In contemporary times Africa has remained a “Dark Continent” for many not because of geographic isolation or foreign ignorance, but because of the frequent humanitarian disasters and political misfortunes that have brought global attention to the region. “The next time you read about Africa in the news,” writes Liberian journalist C.William Allen, “it will most likely be in a story about a military coup d’etat, political corruption, [or] a catastrophe of major proportions.” Sub-Saharan Africa, which contains a tenth of the world’s people, is the location of half the planet’s wars and refugees and most of its famines. In the 1990s alone Africans have suffered through continuing war in Angola, a collapse of government, ethnic conflict, and starvation in Somalia, slavery and war in Sudan, genocide and massive refugee flows in Rwanda, a brutal civil war in Liberia, and political repression and corruption in many other countries. Even in nations that have escaped major wars or famines, Africans have been faced with a steady decline in their quality of life as measured by poverty rates, school enrollments, per capita incomes, and life expectancies.

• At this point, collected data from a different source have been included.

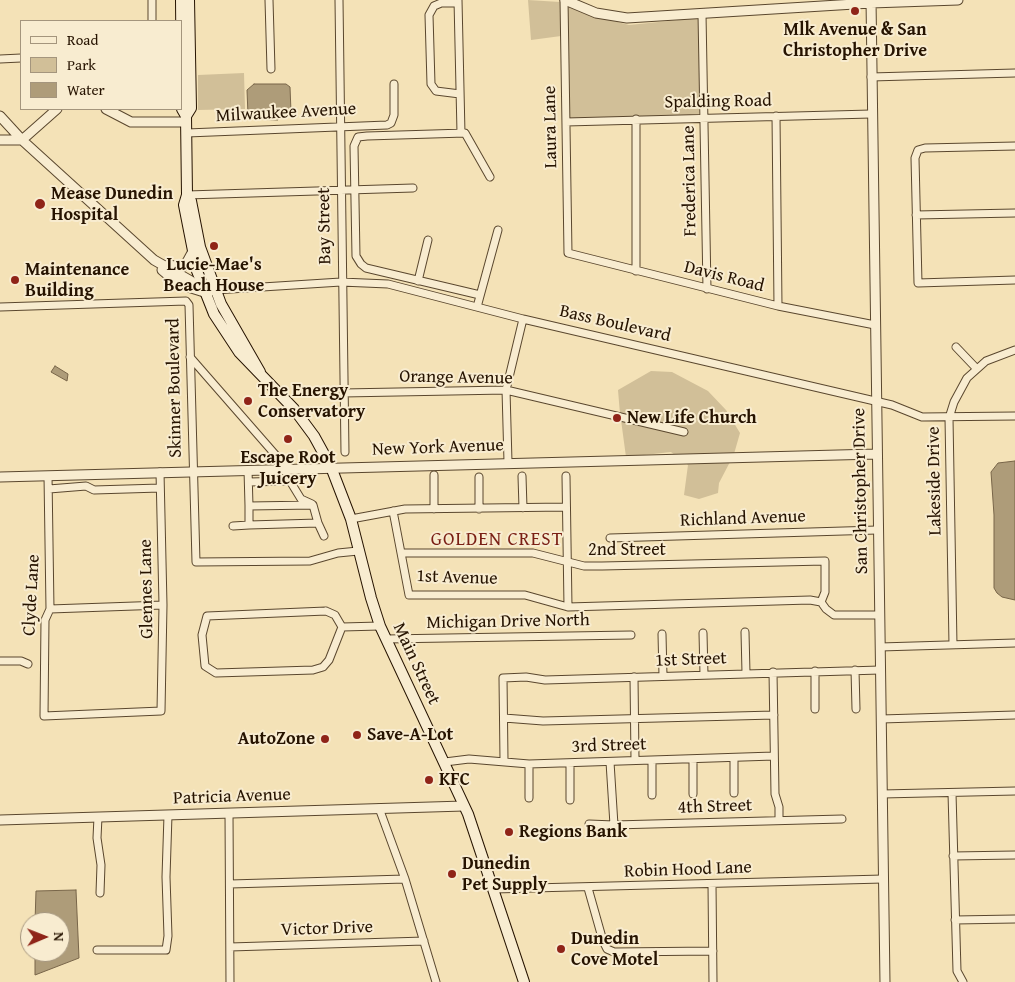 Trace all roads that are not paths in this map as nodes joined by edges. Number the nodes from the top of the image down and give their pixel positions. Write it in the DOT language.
graph roads {
  1 [pos="152,0"];
  2 [pos="182,0"];
  3 [pos="189,0"];
  4 [pos="270,0"];
  5 [pos="339,0"];
  6 [pos="564,0"];
  7 [pos="933,0"];
  8 [pos="958,0"];
  9 [pos="458,1"];
  10 [pos="871,1"];
  11 [pos="702,14"];
  12 [pos="152,20"];
  13 [pos="0,58"];
  14 [pos="20,58"];
  15 [pos="271,69"];
  16 [pos="1015,73"];
  17 [pos="871,77"];
  18 [pos="394,84"];
  19 [pos="460,94"];
  20 [pos="56,110"];
  21 [pos="108,110"];
  22 [pos="871,114"];
  23 [pos="0,116"];
  24 [pos="776,116"];
  25 [pos="704,118"];
  26 [pos="186,119"];
  27 [pos="636,119"];
  28 [pos="566,122"];
  29 [pos="339,128"];
  30 [pos="187,133"];
  31 [pos="463,133"];
  32 [pos="0,140"];
  33 [pos="22,140"];
  34 [pos="1015,146"];
  35 [pos="490,176"];
  36 [pos="414,188"];
  37 [pos="354,189"];
  38 [pos="340,191"];
  39 [pos="187,195"];
  40 [pos="1015,213"];
  41 [pos="916,216"];
  42 [pos="498,230"];
  43 [pos="428,240"];
  44 [pos="192,253"];
  45 [pos="568,254"];
  46 [pos="154,260"];
  47 [pos="636,271"];
  48 [pos="1015,280"];
  49 [pos="418,281"];
  50 [pos="341,282"];
  51 [pos="707,289"];
  52 [pos="215,290"];
  53 [pos="204,292"];
  54 [pos="480,295"];
  55 [pos="778,306"];
  56 [pos="0,307"];
  57 [pos="477,308"];
  58 [pos="523,319"];
  59 [pos="875,325"];
  60 [pos="956,347"];
  61 [pos="1015,350"];
  62 [pos="190,357"];
  63 [pos="976,368"];
  64 [pos="260,372"];
  65 [pos="506,390"];
  66 [pos="343,393"];
  67 [pos="876,402"];
  68 [pos="1015,416"];
  69 [pos="949,418"];
  70 [pos="684,432"];
  71 [pos="345,452"];
  72 [pos="876,454"];
  73 [pos="508,462"];
  74 [pos="331,467"];
  75 [pos="287,468"];
  76 [pos="248,470"];
  77 [pos="192,471"];
  78 [pos="160,472"];
  79 [pos="434,475"];
  80 [pos="48,476"];
  81 [pos="522,476"];
  82 [pos="566,476"];
  83 [pos="479,477"];
  84 [pos="0,478"];
  85 [pos="248,482"];
  86 [pos="160,488"];
  87 [pos="48,489"];
  88 [pos="313,504"];
  89 [pos="249,506"];
  90 [pos="566,507"];
  91 [pos="523,508"];
  92 [pos="434,509"];
  93 [pos="479,509"];
  94 [pos="393,511"];
  95 [pos="350,519"];
  96 [pos="318,523"];
  97 [pos="249,525"];
  98 [pos="233,526"];
  99 [pos="877,530"];
  100 [pos="324,536"];
  101 [pos="610,538"];
  102 [pos="358,551"];
  103 [pos="401,553"];
  104 [pos="567,561"];
  105 [pos="821,602"];
  106 [pos="163,606"];
  107 [pos="568,607"];
  108 [pos="50,609"];
  109 [pos="879,616"];
  110 [pos="380,626"];
  111 [pos="342,627"];
  112 [pos="745,632"];
  113 [pos="704,633"];
  114 [pos="662,634"];
  115 [pos="631,635"];
  116 [pos="386,639"];
  117 [pos="1015,644"];
  118 [pos="953,645"];
  119 [pos="880,647"];
  120 [pos="0,661"];
  121 [pos="28,664"];
  122 [pos="855,670"];
  123 [pos="880,670"];
  124 [pos="815,671"];
  125 [pos="773,672"];
  126 [pos="746,673"];
  127 [pos="704,675"];
  128 [pos="663,676"];
  129 [pos="634,677"];
  130 [pos="815,709"];
  131 [pos="856,709"];
  132 [pos="774,715"];
  133 [pos="1015,715"];
  134 [pos="44,716"];
  135 [pos="504,718"];
  136 [pos="634,719"];
  137 [pos="881,719"];
  138 [pos="774,756"];
  139 [pos="734,758"];
  140 [pos="692,759"];
  141 [pos="504,760"];
  142 [pos="635,760"];
  143 [pos="652,760"];
  144 [pos="445,762"];
  145 [pos="570,762"];
  146 [pos="610,762"];
  147 [pos="529,764"];
  148 [pos="1015,791"];
  149 [pos="734,793"];
  150 [pos="952,793"];
  151 [pos="693,794"];
  152 [pos="882,794"];
  153 [pos="652,795"];
  154 [pos="529,798"];
  155 [pos="570,800"];
  156 [pos="464,806"];
  157 [pos="379,808"];
  158 [pos="229,813"];
  159 [pos="168,815"];
  160 [pos="98,816"];
  161 [pos="842,819"];
  162 [pos="0,820"];
  163 [pos="779,820"];
  164 [pos="589,824"];
  165 [pos="614,825"];
  166 [pos="1015,855"];
  167 [pos="953,856"];
  168 [pos="405,879"];
  169 [pos="883,879"];
  170 [pos="230,884"];
  171 [pos="712,884"];
  172 [pos="588,888"];
  173 [pos="494,889"];
  174 [pos="100,893"];
  175 [pos="1015,919"];
  176 [pos="955,920"];
  177 [pos="424,941"];
  178 [pos="230,946"];
  179 [pos="96,950"];
  180 [pos="713,951"];
  181 [pos="230,982"];
  182 [pos="436,982"];
  183 [pos="524,982"];
  184 [pos="713,982"];
  185 [pos="884,982"];
  186 [pos="963,982"];
  1 -- 12 [label="street"];
  2 -- 26 [label="main road"];
  3 -- 26 [label="main road"];
  4 -- 15 [label="street"];
  5 -- 29 [label="street, Bay Street"];
  6 -- 11 [label="street"];
  6 -- 28 [label="street, Laura Lane"];
  7 -- 8 [label="street"];
  7 -- 10 [label="street"];
  9 -- 19 [label="street"];
  9 -- 19 [label="street"];
  10 -- 11 [label="street"];
  10 -- 17 [label="street, San Christopher Drive"];
  11 -- 25 [label="street, Frederica Lane"];
  13 -- 14 [label="street"];
  16 -- 17 [label="street"];
  17 -- 22 [label="street, San Christopher Drive"];
  18 -- 29 [label="street, Milwaukee Avenue"];
  19 -- 31 [label="street"];
  20 -- 33 [label="street"];
  21 -- 26 [label="street"];
  22 -- 24 [label="street, Spalding Road"];
  22 -- 59 [label="street, San Christopher Drive"];
  23 -- 33 [label="street, Main Street"];
  24 -- 25 [label="street, Spalding Road"];
  24 -- 55 [label="street"];
  25 -- 27 [label="street, Spalding Road"];
  25 -- 51 [label="street, Frederica Lane"];
  26 -- 30 [label="main road"];
  27 -- 28 [label="street, Spalding Road"];
  27 -- 47 [label="street"];
  28 -- 45 [label="street, Laura Lane"];
  29 -- 30 [label="street, Milwaukee Avenue"];
  29 -- 38 [label="street, Bay Street"];
  30 -- 39 [label="main road"];
  31 -- 35 [label="street"];
  31 -- 37 [label="street"];
  32 -- 33 [label="street"];
  33 -- 46 [label="street, Main Street"];
  34 -- 41 [label="street"];
  36 -- 37 [label="street"];
  37 -- 38 [label="street"];
  37 -- 49 [label="street"];
  38 -- 39 [label="street"];
  38 -- 50 [label="street, Bay Street"];
  39 -- 44 [label="main road"];
  39 -- 52 [label="main road"];
  40 -- 41 [label="street"];
  41 -- 48 [label="street"];
  42 -- 54 [label="street"];
  43 -- 49 [label="street"];
  44 -- 46 [label="street"];
  44 -- 53 [label="main road"];
  45 -- 47 [label="street, Davis Road"];
  46 -- 53 [label="street, Main Street"];
  47 -- 51 [label="street, Davis Road"];
  49 -- 54 [label="street"];
  50 -- 52 [label="street, Bass Boulevard"];
  50 -- 57 [label="street, Bass Boulevard"];
  50 -- 66 [label="street, Bay Street"];
  51 -- 55 [label="street, Davis Road"];
  52 -- 53 [label="street, Bass Boulevard"];
  52 -- 64 [label="main road, Main Street"];
  53 -- 64 [label="main road, Main Street"];
  54 -- 57 [label="street"];
  55 -- 59 [label="street, Davis Road"];
  56 -- 62 [label="street, Skinner Boulevard"];
  57 -- 58 [label="street, Bass Boulevard"];
  58 -- 65 [label="street"];
  58 -- 67 [label="street, Bass Boulevard"];
  59 -- 67 [label="street, San Christopher Drive"];
  60 -- 63 [label="street"];
  61 -- 63 [label="street, Lakeside Drive"];
  62 -- 75 [label="street"];
  62 -- 77 [label="street, Skinner Boulevard"];
  63 -- 69 [label="street, Lakeside Drive"];
  64 -- 74 [label="main road, Main Street"];
  65 -- 66 [label="street, Orange Avenue"];
  65 -- 70 [label="street, Orange Avenue"];
  65 -- 73 [label="street"];
  66 -- 71 [label="street, Bay Street"];
  67 -- 69 [label="street, Bass Boulevard"];
  67 -- 72 [label="street, San Christopher Drive"];
  68 -- 69 [label="street, Bass Boulevard"];
  69 -- 118 [label="street, Lakeside Drive"];
  72 -- 73 [label="street, New York Avenue"];
  72 -- 99 [label="street, San Christopher Drive"];
  73 -- 74 [label="street, New York Avenue"];
  74 -- 75 [label="street, New York Avenue"];
  74 -- 95 [label="main road, Main Street"];
  75 -- 76 [label="street, New York Avenue"];
  76 -- 77 [label="street, New York Avenue"];
  76 -- 85 [label="street"];
  77 -- 78 [label="street, New York Avenue"];
  77 -- 102 [label="street, Skinner Boulevard"];
  78 -- 80 [label="street, New York Avenue"];
  78 -- 86 [label="street, Glennes Lane"];
  79 -- 92 [label="street"];
  80 -- 84 [label="street, New York Avenue"];
  80 -- 87 [label="street, Clyde Lane"];
  81 -- 91 [label="street"];
  82 -- 90 [label="street"];
  83 -- 93 [label="street"];
  85 -- 88 [label="street"];
  85 -- 89 [label="street"];
  86 -- 87 [label="street"];
  86 -- 106 [label="street, Glennes Lane"];
  87 -- 108 [label="street, Clyde Lane"];
  88 -- 89 [label="street"];
  88 -- 96 [label="street"];
  89 -- 97 [label="street"];
  90 -- 91 [label="street"];
  90 -- 104 [label="street"];
  91 -- 93 [label="street"];
  92 -- 93 [label="street"];
  92 -- 94 [label="street"];
  94 -- 95 [label="street"];
  94 -- 103 [label="street, 1st Avenue"];
  95 -- 102 [label="main road, Main Street"];
  96 -- 97 [label="street"];
  96 -- 100 [label="street"];
  97 -- 98 [label="street"];
  99 -- 101 [label="street, Richland Avenue"];
  99 -- 109 [label="street, San Christopher Drive"];
  102 -- 110 [label="main road, Main Street"];
  103 -- 104 [label="street, 2nd Street"];
  103 -- 107 [label="street, 1st Avenue"];
  104 -- 105 [label="street, 2nd Street"];
  104 -- 107 [label="street"];
  105 -- 107 [label="street"];
  105 -- 109 [label="street"];
  106 -- 108 [label="street"];
  106 -- 134 [label="street, Glennes Lane"];
  108 -- 134 [label="street, Clyde Lane"];
  109 -- 119 [label="street, San Christopher Drive"];
  110 -- 111 [label="street"];
  110 -- 116 [label="main road, Main Street"];
  111 -- 111 [label="street"];
  112 -- 126 [label="street"];
  113 -- 127 [label="street"];
  114 -- 128 [label="street"];
  115 -- 116 [label="street, Michigan Drive North"];
  116 -- 144 [label="main road, Main Street"];
  117 -- 118 [label="street"];
  118 -- 119 [label="street"];
  119 -- 123 [label="street, San Christopher Drive"];
  120 -- 121 [label="street"];
  122 -- 123 [label="street, 1st Street"];
  122 -- 124 [label="street, 1st Street"];
  122 -- 131 [label="street"];
  123 -- 137 [label="street, San Christopher Drive"];
  124 -- 125 [label="street, 1st Street"];
  124 -- 130 [label="street"];
  125 -- 126 [label="street, 1st Street"];
  125 -- 132 [label="street"];
  126 -- 127 [label="street, 1st Street"];
  127 -- 128 [label="street, 1st Street"];
  128 -- 129 [label="street, 1st Street"];
  129 -- 135 [label="street, 1st Street"];
  129 -- 136 [label="street"];
  132 -- 136 [label="street"];
  132 -- 138 [label="street"];
  133 -- 137 [label="street"];
  135 -- 136 [label="street"];
  135 -- 141 [label="street"];
  136 -- 142 [label="street"];
  137 -- 152 [label="street, San Christopher Drive"];
  138 -- 139 [label="street, 3rd Street"];
  138 -- 163 [label="street"];
  139 -- 140 [label="street, 3rd Street"];
  139 -- 149 [label="street"];
  140 -- 143 [label="street, 3rd Street"];
  140 -- 151 [label="street"];
  141 -- 144 [label="street, 3rd Street"];
  141 -- 147 [label="street, 3rd Street"];
  142 -- 143 [label="street, 3rd Street"];
  142 -- 146 [label="street, 3rd Street"];
  143 -- 153 [label="street"];
  144 -- 156 [label="main road, Main Street"];
  145 -- 146 [label="street, 3rd Street"];
  145 -- 147 [label="street, 3rd Street"];
  145 -- 155 [label="street"];
  146 -- 165 [label="street"];
  147 -- 154 [label="street"];
  148 -- 150 [label="street"];
  150 -- 152 [label="street"];
  150 -- 167 [label="street"];
  152 -- 169 [label="street, San Christopher Drive"];
  156 -- 157 [label="street, Patricia Avenue"];
  156 -- 173 [label="main road, Main Street"];
  157 -- 158 [label="street, Patricia Avenue"];
  157 -- 168 [label="street"];
  158 -- 159 [label="street, Patricia Avenue"];
  158 -- 170 [label="street"];
  159 -- 160 [label="street, Patricia Avenue"];
  159 -- 179 [label="street"];
  160 -- 162 [label="street, Patricia Avenue"];
  160 -- 174 [label="street"];
  161 -- 163 [label="street, 4th Street"];
  163 -- 165 [label="street, 4th Street"];
  164 -- 165 [label="street, 4th Street"];
  166 -- 167 [label="street"];
  167 -- 176 [label="street"];
  168 -- 170 [label="street"];
  168 -- 177 [label="street"];
  169 -- 171 [label="street, Robin Hood Lane"];
  169 -- 185 [label="street, San Christopher Drive"];
  170 -- 178 [label="street"];
  171 -- 172 [label="street, Robin Hood Lane"];
  171 -- 180 [label="street"];
  172 -- 173 [label="street, Robin Hood Lane"];
  172 -- 180 [label="street"];
  173 -- 183 [label="main road, Main Street"];
  175 -- 176 [label="street"];
  176 -- 186 [label="street"];
  177 -- 178 [label="street, Victor Drive"];
  177 -- 182 [label="street"];
  178 -- 181 [label="street"];
  180 -- 184 [label="street"];
}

In his book Out of America: A Black Man Confronts Africa, American journalist Keith B. Richburg writes, “Africa’s children are the most likely on earth to die before the age of five. Its adults are least likely to live beyond the age of fifty. Africans are, on average, more malnourished, less educated, and more likely to be infected by fatal diseases than the inhabitants of any other place.”

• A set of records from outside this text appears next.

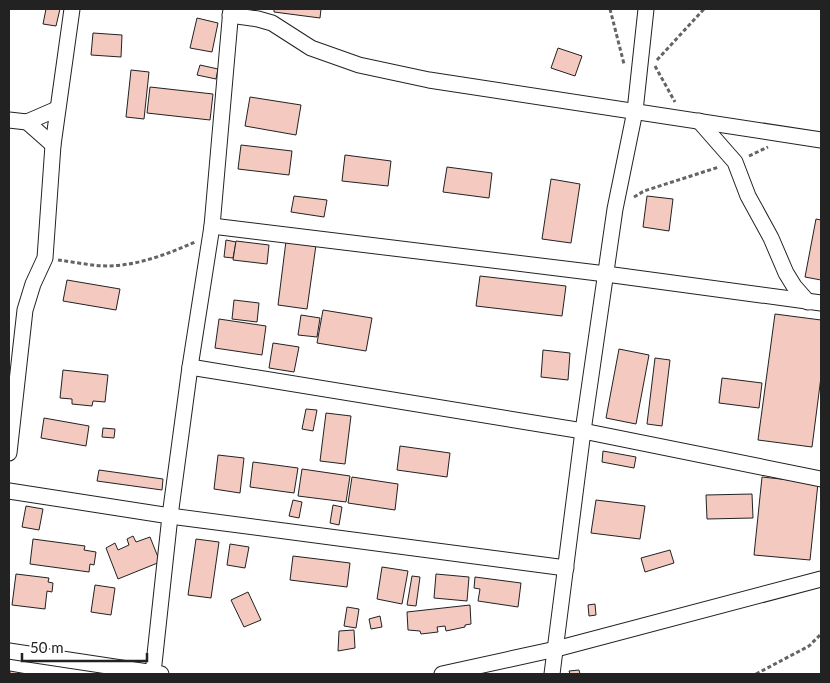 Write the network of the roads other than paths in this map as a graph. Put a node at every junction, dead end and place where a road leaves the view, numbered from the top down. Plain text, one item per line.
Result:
1 (72, 9) edge
2 (646, 9) edge
3 (230, 12) edge
4 (58, 109) junction
5 (635, 111) junction
6 (9, 120) edge
7 (692, 120) junction
8 (27, 122) junction
9 (821, 140) edge
10 (53, 145) junction
11 (212, 226) junction
12 (606, 274) junction
13 (815, 303) edge
14 (190, 367) junction
15 (583, 431) junction
16 (9, 453) edge
17 (821, 479) edge
18 (9, 491) edge
19 (170, 516) junction
20 (566, 568) junction
21 (821, 579) edge
22 (556, 649) junction
23 (9, 651) edge
24 (157, 674) edge
25 (442, 674) edge
26 (552, 674) edge

1 - 4 street
2 - 5 street
3 - 5 street
3 - 11 street
4 - 8 street
4 - 10 street
5 - 7 street
5 - 12 street
6 - 8 street
7 - 9 street
7 - 13 street
8 - 10 street
10 - 16 street
11 - 12 street
11 - 14 street
12 - 13 street
12 - 15 street
14 - 15 street
14 - 19 street
15 - 17 street
15 - 20 street
18 - 19 street
19 - 20 street
19 - 24 street
20 - 22 street
21 - 22 street
22 - 25 street
22 - 26 street
23 - 24 street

Some observers, like Richburg, have concluded that Africa’s problems of poverty, underdevelopment, conflict, and misgovernment are “intractable.” Others, such as foreign policy analyst David F. Gordon and former member of Congress Howard Wolpe, have argued that such extreme pessimism is unwarranted. “While some conflict-ridden countries have deteriorated into ‘failed states’ featuring terrible humanitarian disasters,” they assert, “other African nations are in the midst of a remarkable economic and political renewal.”Wars and political conflict in some countries, such as South Africa and Mozambique, have been successfully resolved. Twenty-six African states held multiparty elections in 1996 and 1997. Infant mortality rates in Africa have declined. Economic growth rates in 21 nations were more than twice as high as respective population growth rates in 1995 and 1996. Such positive and hopeful developments, they conclude, have been obscured by “a stubborn conventional wisdom—Afro-pessimism—that views the continent as little more than a giant basket case.”

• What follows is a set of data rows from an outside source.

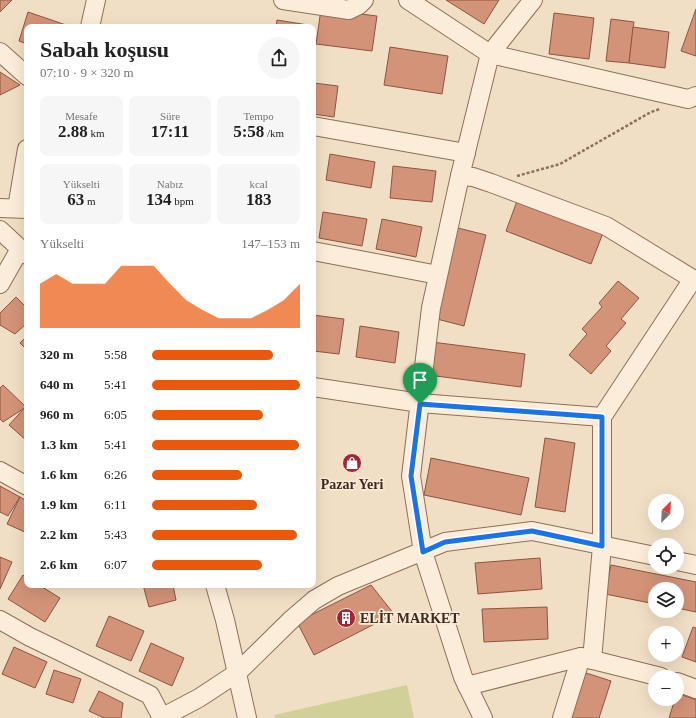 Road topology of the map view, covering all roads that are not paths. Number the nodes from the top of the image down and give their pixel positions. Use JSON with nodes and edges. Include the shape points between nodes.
{"nodes":[{"id":1,"x":96,"y":0,"type":"edge"},
{"id":2,"x":283,"y":0,"type":"edge"},
{"id":3,"x":364,"y":0,"type":"edge"},
{"id":4,"x":408,"y":0,"type":"edge"},
{"id":5,"x":533,"y":0,"type":"edge"},
{"id":6,"x":91,"y":24,"type":"edge"},
{"id":7,"x":0,"y":52,"type":"edge"},
{"id":8,"x":490,"y":54,"type":"junction"},
{"id":9,"x":24,"y":73,"type":"edge"},
{"id":10,"x":696,"y":96,"type":"edge"},
{"id":11,"x":316,"y":127,"type":"edge"},
{"id":12,"x":466,"y":153,"type":"junction"},
{"id":13,"x":24,"y":164,"type":"edge"},
{"id":14,"x":460,"y":176,"type":"junction"},
{"id":15,"x":15,"y":208,"type":"edge"},
{"id":16,"x":1,"y":233,"type":"edge"},
{"id":17,"x":316,"y":251,"type":"edge"},
{"id":18,"x":24,"y":252,"type":"edge"},
{"id":19,"x":438,"y":275,"type":"junction"},
{"id":20,"x":694,"y":280,"type":"edge"},
{"id":21,"x":0,"y":284,"type":"edge"},
{"id":22,"x":316,"y":387,"type":"edge"},
{"id":23,"x":420,"y":404,"type":"junction"},
{"id":24,"x":602,"y":417,"type":"junction"},
{"id":25,"x":0,"y":471,"type":"edge"},
{"id":26,"x":24,"y":484,"type":"edge"},
{"id":27,"x":602,"y":546,"type":"junction"},
{"id":28,"x":423,"y":552,"type":"junction"},
{"id":29,"x":648,"y":555,"type":"edge"},
{"id":30,"x":684,"y":562,"type":"edge"},
{"id":31,"x":696,"y":565,"type":"edge"},
{"id":32,"x":216,"y":588,"type":"edge"},
{"id":33,"x":0,"y":620,"type":"edge"},
{"id":34,"x":586,"y":658,"type":"junction"},
{"id":35,"x":237,"y":672,"type":"junction"},
{"id":36,"x":648,"y":674,"type":"edge"},
{"id":37,"x":684,"y":685,"type":"edge"},
{"id":38,"x":467,"y":686,"type":"junction"},
{"id":39,"x":696,"y":689,"type":"edge"},
{"id":40,"x":161,"y":718,"type":"edge"},
{"id":41,"x":247,"y":718,"type":"edge"},
{"id":42,"x":483,"y":718,"type":"edge"},
{"id":43,"x":562,"y":718,"type":"edge"}],
"edges":[{"from":1,"to":6,"type":"street"},
{"from":2,"to":3,"type":"street","via":[[349,10]]},
{"from":4,"to":8,"type":"street"},
{"from":5,"to":8,"type":"street"},
{"from":7,"to":9,"type":"street"},
{"from":8,"to":10,"type":"street","via":[[688,99]]},
{"from":8,"to":12,"type":"street"},
{"from":11,"to":12,"type":"street"},
{"from":12,"to":14,"type":"street"},
{"from":13,"to":15,"type":"street"},
{"from":14,"to":19,"type":"street"},
{"from":14,"to":20,"type":"street","via":[[491,183],[606,226]]},
{"from":16,"to":18,"type":"street"},
{"from":17,"to":19,"type":"street"},
{"from":18,"to":21,"type":"street"},
{"from":19,"to":23,"type":"street","via":[[431,308]]},
{"from":20,"to":24,"type":"street"},
{"from":22,"to":23,"type":"street"},
{"from":23,"to":24,"type":"street"},
{"from":23,"to":28,"type":"street","via":[[411,476]]},
{"from":24,"to":27,"type":"street"},
{"from":25,"to":26,"type":"street"},
{"from":27,"to":28,"type":"street","via":[[532,531],[445,542]]},
{"from":27,"to":29,"type":"street"},
{"from":27,"to":34,"type":"street"},
{"from":28,"to":35,"type":"street","via":[[338,586],[314,600]]},
{"from":28,"to":38,"type":"street"},
{"from":30,"to":31,"type":"street"},
{"from":32,"to":35,"type":"street"},
{"from":33,"to":40,"type":"street","via":[[150,695]]},
{"from":34,"to":36,"type":"street"},
{"from":34,"to":38,"type":"street"},
{"from":34,"to":43,"type":"street"},
{"from":35,"to":40,"type":"street","via":[[199,698]]},
{"from":35,"to":41,"type":"street"},
{"from":37,"to":39,"type":"street"},
{"from":38,"to":42,"type":"street"}]}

The authors featured in Africa: Opposing Viewpoints address some of the major problems facing the continent; most offer possible solutions as well.The questions debated include:What Economic Development Strategies Are Best for Africa? What Policies Can Best Foster Peace in Africa? What Is the State of Human Rights in Africa? How Should Africa’s Wildlife Be Managed? The book presents a wide range of viewpoints on countries ranging from Algeria in the north to South Africa in the south, and enables readers to gain some understanding of the issues surrounding the diverse continent of Africa.